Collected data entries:
# # #

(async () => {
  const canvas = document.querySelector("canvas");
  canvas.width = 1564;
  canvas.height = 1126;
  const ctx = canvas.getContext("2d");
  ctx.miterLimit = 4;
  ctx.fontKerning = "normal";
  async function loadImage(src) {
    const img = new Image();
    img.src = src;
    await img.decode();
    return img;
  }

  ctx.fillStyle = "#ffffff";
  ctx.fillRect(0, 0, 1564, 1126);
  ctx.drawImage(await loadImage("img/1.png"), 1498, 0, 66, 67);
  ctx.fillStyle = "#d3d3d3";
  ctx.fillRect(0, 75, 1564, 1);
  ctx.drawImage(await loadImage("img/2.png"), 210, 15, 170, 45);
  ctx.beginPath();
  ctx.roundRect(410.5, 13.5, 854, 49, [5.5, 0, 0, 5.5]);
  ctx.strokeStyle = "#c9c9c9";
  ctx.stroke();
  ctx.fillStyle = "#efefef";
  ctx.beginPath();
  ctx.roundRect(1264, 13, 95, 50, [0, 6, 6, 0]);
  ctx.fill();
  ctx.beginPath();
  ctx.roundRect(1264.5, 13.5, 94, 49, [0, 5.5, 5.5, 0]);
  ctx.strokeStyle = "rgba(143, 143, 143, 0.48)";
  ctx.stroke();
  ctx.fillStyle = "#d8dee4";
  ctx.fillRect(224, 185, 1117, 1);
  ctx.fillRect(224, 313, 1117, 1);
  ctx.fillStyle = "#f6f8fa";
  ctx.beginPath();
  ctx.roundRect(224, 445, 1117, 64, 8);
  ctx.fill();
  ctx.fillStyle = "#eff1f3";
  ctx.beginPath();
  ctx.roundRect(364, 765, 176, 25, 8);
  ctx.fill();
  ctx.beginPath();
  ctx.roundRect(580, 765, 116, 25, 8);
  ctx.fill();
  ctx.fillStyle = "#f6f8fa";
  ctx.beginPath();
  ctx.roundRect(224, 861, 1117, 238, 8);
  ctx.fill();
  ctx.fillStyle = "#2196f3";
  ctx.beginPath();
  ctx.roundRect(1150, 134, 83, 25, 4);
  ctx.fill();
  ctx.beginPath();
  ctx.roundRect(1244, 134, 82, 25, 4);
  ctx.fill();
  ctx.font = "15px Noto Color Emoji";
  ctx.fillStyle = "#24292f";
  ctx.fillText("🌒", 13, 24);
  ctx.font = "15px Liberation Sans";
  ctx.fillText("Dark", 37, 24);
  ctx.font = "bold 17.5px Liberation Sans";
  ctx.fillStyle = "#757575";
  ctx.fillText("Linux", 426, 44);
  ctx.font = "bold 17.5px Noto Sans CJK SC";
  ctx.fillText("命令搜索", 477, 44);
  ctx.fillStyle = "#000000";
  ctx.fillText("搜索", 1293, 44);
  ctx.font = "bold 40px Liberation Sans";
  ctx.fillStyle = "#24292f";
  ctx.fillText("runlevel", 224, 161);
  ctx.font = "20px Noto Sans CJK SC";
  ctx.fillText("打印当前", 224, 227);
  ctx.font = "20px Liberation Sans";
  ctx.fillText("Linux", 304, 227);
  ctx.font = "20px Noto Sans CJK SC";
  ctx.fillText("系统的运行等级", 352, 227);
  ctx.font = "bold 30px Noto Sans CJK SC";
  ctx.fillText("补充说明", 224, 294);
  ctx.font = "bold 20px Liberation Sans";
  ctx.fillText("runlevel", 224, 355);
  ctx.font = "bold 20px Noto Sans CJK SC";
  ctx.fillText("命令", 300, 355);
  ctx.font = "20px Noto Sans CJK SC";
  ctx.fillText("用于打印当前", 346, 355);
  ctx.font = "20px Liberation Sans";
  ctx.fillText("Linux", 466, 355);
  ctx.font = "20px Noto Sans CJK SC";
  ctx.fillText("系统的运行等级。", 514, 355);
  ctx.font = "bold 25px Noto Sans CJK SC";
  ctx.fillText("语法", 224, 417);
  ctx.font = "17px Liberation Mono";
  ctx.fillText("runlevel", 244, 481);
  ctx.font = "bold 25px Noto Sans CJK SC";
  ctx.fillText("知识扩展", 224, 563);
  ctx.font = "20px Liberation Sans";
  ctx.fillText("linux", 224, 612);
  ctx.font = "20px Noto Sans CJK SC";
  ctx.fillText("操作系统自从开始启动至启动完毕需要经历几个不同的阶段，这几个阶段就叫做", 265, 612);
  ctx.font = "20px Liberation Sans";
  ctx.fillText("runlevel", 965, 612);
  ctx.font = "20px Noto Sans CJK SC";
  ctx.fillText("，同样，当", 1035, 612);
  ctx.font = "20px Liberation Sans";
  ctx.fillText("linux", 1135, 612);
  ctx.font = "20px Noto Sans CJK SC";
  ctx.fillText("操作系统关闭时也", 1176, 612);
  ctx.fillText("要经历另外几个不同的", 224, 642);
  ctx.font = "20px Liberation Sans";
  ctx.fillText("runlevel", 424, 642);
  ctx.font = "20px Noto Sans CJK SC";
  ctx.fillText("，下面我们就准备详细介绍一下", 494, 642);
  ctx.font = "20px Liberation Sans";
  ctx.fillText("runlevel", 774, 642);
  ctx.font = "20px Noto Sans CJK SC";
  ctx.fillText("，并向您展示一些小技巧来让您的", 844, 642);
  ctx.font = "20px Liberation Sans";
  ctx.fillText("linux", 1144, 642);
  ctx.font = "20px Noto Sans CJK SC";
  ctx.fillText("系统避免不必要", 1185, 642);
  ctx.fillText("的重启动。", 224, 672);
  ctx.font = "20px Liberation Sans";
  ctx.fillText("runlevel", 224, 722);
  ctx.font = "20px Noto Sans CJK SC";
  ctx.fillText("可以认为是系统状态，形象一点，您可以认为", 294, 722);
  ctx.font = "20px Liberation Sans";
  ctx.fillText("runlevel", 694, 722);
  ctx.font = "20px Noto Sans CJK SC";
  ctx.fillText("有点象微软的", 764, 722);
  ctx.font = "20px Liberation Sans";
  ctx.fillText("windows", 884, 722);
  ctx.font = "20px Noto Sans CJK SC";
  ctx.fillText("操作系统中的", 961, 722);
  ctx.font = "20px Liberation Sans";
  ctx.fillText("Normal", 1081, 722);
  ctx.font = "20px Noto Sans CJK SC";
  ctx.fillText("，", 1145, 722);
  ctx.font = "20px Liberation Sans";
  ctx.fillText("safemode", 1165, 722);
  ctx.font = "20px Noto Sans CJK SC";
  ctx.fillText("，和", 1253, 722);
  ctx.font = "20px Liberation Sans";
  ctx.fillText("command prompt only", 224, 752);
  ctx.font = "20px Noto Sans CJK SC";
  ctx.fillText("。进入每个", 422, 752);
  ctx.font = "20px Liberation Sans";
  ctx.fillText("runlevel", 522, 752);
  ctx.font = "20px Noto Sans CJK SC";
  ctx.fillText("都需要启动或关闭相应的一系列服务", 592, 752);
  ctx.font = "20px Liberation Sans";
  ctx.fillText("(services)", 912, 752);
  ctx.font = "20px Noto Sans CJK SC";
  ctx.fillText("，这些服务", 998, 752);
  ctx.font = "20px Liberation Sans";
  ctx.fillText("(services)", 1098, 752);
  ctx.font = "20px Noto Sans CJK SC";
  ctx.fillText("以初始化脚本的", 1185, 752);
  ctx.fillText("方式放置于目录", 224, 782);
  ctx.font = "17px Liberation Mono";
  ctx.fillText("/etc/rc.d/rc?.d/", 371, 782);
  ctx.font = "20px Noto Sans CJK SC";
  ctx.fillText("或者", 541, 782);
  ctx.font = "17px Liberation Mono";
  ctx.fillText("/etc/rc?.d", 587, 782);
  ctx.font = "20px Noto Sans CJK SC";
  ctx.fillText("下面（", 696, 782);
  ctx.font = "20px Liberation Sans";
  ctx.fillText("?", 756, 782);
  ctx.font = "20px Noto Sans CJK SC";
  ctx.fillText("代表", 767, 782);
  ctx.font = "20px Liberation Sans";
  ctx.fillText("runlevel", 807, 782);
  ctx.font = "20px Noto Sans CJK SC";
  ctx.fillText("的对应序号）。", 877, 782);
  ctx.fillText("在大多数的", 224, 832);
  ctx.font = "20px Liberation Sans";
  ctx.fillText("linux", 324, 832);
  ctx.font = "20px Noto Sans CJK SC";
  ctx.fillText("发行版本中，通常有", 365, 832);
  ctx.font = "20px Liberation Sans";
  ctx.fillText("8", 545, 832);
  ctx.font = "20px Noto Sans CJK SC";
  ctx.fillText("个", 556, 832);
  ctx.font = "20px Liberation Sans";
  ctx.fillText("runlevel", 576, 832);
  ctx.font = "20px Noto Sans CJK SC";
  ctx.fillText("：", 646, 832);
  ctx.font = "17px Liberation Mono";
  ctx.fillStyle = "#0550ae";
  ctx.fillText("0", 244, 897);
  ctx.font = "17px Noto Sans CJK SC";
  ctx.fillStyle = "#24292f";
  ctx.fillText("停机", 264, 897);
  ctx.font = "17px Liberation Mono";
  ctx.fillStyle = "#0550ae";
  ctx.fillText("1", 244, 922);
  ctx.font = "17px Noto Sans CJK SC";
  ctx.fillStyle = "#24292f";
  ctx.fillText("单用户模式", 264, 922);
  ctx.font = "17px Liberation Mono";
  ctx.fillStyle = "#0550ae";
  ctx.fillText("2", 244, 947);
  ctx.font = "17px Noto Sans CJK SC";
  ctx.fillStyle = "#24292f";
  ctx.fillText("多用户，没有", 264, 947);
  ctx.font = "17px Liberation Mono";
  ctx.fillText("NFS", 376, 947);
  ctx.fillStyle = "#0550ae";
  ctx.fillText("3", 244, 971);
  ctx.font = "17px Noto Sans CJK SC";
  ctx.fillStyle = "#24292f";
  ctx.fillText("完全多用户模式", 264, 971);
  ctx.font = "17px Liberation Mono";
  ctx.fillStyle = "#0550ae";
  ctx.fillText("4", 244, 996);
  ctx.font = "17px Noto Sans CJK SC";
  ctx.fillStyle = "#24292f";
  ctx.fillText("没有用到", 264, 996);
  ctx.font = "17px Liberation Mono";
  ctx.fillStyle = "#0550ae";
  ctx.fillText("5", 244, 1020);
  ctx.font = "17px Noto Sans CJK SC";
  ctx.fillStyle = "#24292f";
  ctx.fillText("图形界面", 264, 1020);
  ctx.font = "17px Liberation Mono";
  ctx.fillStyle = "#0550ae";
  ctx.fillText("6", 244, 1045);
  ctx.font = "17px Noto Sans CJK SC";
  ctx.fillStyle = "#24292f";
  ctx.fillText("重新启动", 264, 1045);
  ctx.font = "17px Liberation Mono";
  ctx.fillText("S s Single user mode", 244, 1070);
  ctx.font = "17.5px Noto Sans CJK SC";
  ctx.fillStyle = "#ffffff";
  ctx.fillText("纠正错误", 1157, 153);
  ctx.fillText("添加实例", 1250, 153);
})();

# # #

Scan the entries for the word "系统的运行等级". Report each line that has it.

Answer:
  ctx.fillText("系统的运行等级", 352, 227);
  ctx.fillText("系统的运行等级。", 514, 355);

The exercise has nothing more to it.